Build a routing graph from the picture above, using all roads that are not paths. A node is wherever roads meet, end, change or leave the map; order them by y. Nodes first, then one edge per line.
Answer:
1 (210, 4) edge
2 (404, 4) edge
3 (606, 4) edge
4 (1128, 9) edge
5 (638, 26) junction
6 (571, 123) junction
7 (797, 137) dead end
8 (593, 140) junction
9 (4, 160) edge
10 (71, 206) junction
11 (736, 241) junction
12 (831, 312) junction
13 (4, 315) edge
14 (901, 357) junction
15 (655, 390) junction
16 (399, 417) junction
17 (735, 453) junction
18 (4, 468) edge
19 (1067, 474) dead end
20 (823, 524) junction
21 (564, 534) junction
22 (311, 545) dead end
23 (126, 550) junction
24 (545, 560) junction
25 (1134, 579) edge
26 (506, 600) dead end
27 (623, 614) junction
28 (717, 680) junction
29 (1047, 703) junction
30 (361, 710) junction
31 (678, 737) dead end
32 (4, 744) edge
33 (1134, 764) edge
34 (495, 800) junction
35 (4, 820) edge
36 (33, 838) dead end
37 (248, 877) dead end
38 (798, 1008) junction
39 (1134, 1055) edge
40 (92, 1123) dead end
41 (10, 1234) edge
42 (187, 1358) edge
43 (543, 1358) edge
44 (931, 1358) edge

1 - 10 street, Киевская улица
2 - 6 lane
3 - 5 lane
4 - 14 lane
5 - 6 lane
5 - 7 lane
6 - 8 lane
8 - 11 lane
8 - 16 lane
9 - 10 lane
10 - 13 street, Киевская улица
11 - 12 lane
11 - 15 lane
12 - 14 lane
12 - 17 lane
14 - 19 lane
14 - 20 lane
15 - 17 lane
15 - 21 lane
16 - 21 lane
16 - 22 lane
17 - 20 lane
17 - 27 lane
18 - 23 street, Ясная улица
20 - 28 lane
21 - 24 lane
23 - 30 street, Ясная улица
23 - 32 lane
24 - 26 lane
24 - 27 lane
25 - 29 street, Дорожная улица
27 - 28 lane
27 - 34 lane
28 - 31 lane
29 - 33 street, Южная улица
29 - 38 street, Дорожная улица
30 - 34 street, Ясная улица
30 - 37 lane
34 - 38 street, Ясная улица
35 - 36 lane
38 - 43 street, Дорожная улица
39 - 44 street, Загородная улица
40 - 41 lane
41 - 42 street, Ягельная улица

__Instructions for the task__.
Where a line in the records above contains the word "улица", copy that line.

__Solution to this task__.
1 - 10 street, Киевская улица
10 - 13 street, Киевская улица
18 - 23 street, Ясная улица
23 - 30 street, Ясная улица
25 - 29 street, Дорожная улица
29 - 33 street, Южная улица
29 - 38 street, Дорожная улица
30 - 34 street, Ясная улица
34 - 38 street, Ясная улица
38 - 43 street, Дорожная улица
39 - 44 street, Загородная улица
41 - 42 street, Ягельная улица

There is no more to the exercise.